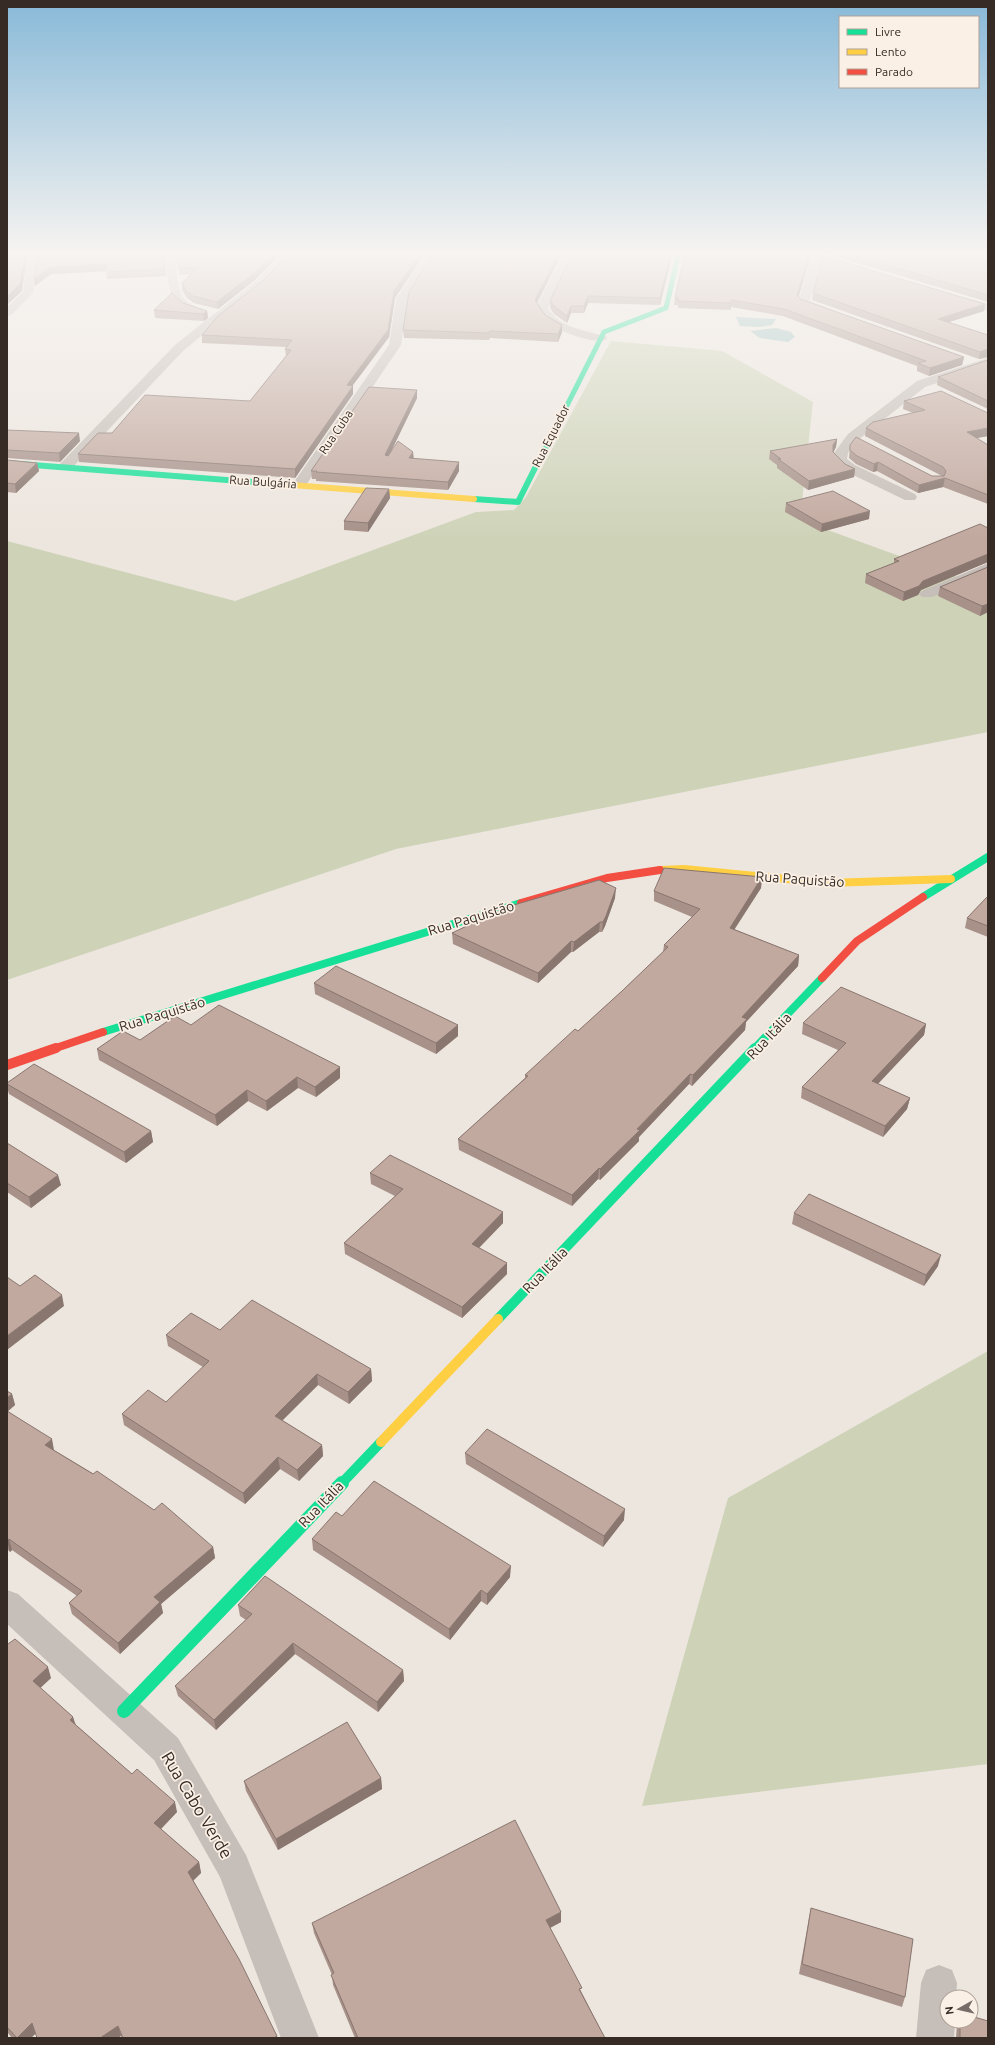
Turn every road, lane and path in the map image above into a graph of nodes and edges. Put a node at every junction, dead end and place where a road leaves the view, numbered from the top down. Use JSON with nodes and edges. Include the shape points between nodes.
{"nodes":[{"id":1,"x":180,"y":347,"type":"edge"},
{"id":2,"x":393,"y":347,"type":"edge"},
{"id":3,"x":596,"y":347,"type":"edge"},
{"id":4,"x":965,"y":360,"type":"edge"},
{"id":5,"x":984,"y":364,"type":"edge"},
{"id":6,"x":921,"y":384,"type":"junction"},
{"id":7,"x":934,"y":390,"type":"dead end"},
{"id":8,"x":853,"y":437,"type":"junction"},
{"id":9,"x":867,"y":444,"type":"edge"},
{"id":10,"x":7,"y":462,"type":"edge"},
{"id":11,"x":65,"y":467,"type":"junction"},
{"id":12,"x":299,"y":485,"type":"junction"},
{"id":13,"x":910,"y":496,"type":"dead end"},
{"id":14,"x":518,"y":502,"type":"joint"},
{"id":15,"x":988,"y":568,"type":"edge"},
{"id":16,"x":927,"y":594,"type":"edge"},
{"id":17,"x":988,"y":857,"type":"edge"},
{"id":18,"x":950,"y":879,"type":"junction"},
{"id":19,"x":7,"y":1065,"type":"edge"},
{"id":20,"x":7,"y":1604,"type":"edge"},
{"id":21,"x":124,"y":1710,"type":"junction"},
{"id":22,"x":939,"y":1983,"type":"dead end"},
{"id":23,"x":300,"y":2038,"type":"edge"},
{"id":24,"x":935,"y":2038,"type":"edge"}],
"edges":[{"from":1,"to":11,"type":"street"},
{"from":2,"to":12,"type":"street","name":"Rua Cuba"},
{"from":3,"to":14,"type":"street","name":"Rua Equador"},
{"from":4,"to":5,"type":"street"},
{"from":5,"to":6,"type":"street"},
{"from":6,"to":7,"type":"street"},
{"from":6,"to":8,"type":"street"},
{"from":8,"to":9,"type":"street"},
{"from":8,"to":13,"type":"street","via":[[841,453],[840,459],[843,463]]},
{"from":10,"to":11,"type":"street","name":"Rua Bulgária"},
{"from":11,"to":12,"type":"street","name":"Rua Bulgária"},
{"from":12,"to":14,"type":"street","name":"Rua Bulgária"},
{"from":15,"to":16,"type":"street"},
{"from":17,"to":18,"type":"street","name":"Rua Itália"},
{"from":18,"to":19,"type":"street","name":"Rua Paquistão","via":[[827,883],[684,869],[632,872],[596,880],[128,1024]]},
{"from":18,"to":21,"type":"street","name":"Rua Itália","via":[[857,942]]},
{"from":20,"to":21,"type":"street","name":"Rua Cabo Verde"},
{"from":21,"to":23,"type":"street","name":"Rua Cabo Verde","via":[[166,1749],[234,1867]]},
{"from":22,"to":24,"type":"street"}]}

• • • •

• [TASK DESCRIPTION]: What is wanted is a word-for-word restatement of the entries, without their images.

• [ANSWER SPACE]:
Turn every road, lane and path in the map image above into a graph of nodes and edges. Put a node at every junction, dead end and place where a road leaves the view, numbered from the top down. Use JSON with nodes and edges. Include the shape points between nodes.
{"nodes":[{"id":1,"x":180,"y":347,"type":"edge"},
{"id":2,"x":393,"y":347,"type":"edge"},
{"id":3,"x":596,"y":347,"type":"edge"},
{"id":4,"x":965,"y":360,"type":"edge"},
{"id":5,"x":984,"y":364,"type":"edge"},
{"id":6,"x":921,"y":384,"type":"junction"},
{"id":7,"x":934,"y":390,"type":"dead end"},
{"id":8,"x":853,"y":437,"type":"junction"},
{"id":9,"x":867,"y":444,"type":"edge"},
{"id":10,"x":7,"y":462,"type":"edge"},
{"id":11,"x":65,"y":467,"type":"junction"},
{"id":12,"x":299,"y":485,"type":"junction"},
{"id":13,"x":910,"y":496,"type":"dead end"},
{"id":14,"x":518,"y":502,"type":"joint"},
{"id":15,"x":988,"y":568,"type":"edge"},
{"id":16,"x":927,"y":594,"type":"edge"},
{"id":17,"x":988,"y":857,"type":"edge"},
{"id":18,"x":950,"y":879,"type":"junction"},
{"id":19,"x":7,"y":1065,"type":"edge"},
{"id":20,"x":7,"y":1604,"type":"edge"},
{"id":21,"x":124,"y":1710,"type":"junction"},
{"id":22,"x":939,"y":1983,"type":"dead end"},
{"id":23,"x":300,"y":2038,"type":"edge"},
{"id":24,"x":935,"y":2038,"type":"edge"}],
"edges":[{"from":1,"to":11,"type":"street"},
{"from":2,"to":12,"type":"street","name":"Rua Cuba"},
{"from":3,"to":14,"type":"street","name":"Rua Equador"},
{"from":4,"to":5,"type":"street"},
{"from":5,"to":6,"type":"street"},
{"from":6,"to":7,"type":"street"},
{"from":6,"to":8,"type":"street"},
{"from":8,"to":9,"type":"street"},
{"from":8,"to":13,"type":"street","via":[[841,453],[840,459],[843,463]]},
{"from":10,"to":11,"type":"street","name":"Rua Bulgária"},
{"from":11,"to":12,"type":"street","name":"Rua Bulgária"},
{"from":12,"to":14,"type":"street","name":"Rua Bulgária"},
{"from":15,"to":16,"type":"street"},
{"from":17,"to":18,"type":"street","name":"Rua Itália"},
{"from":18,"to":19,"type":"street","name":"Rua Paquistão","via":[[827,883],[684,869],[632,872],[596,880],[128,1024]]},
{"from":18,"to":21,"type":"street","name":"Rua Itália","via":[[857,942]]},
{"from":20,"to":21,"type":"street","name":"Rua Cabo Verde"},
{"from":21,"to":23,"type":"street","name":"Rua Cabo Verde","via":[[166,1749],[234,1867]]},
{"from":22,"to":24,"type":"street"}]}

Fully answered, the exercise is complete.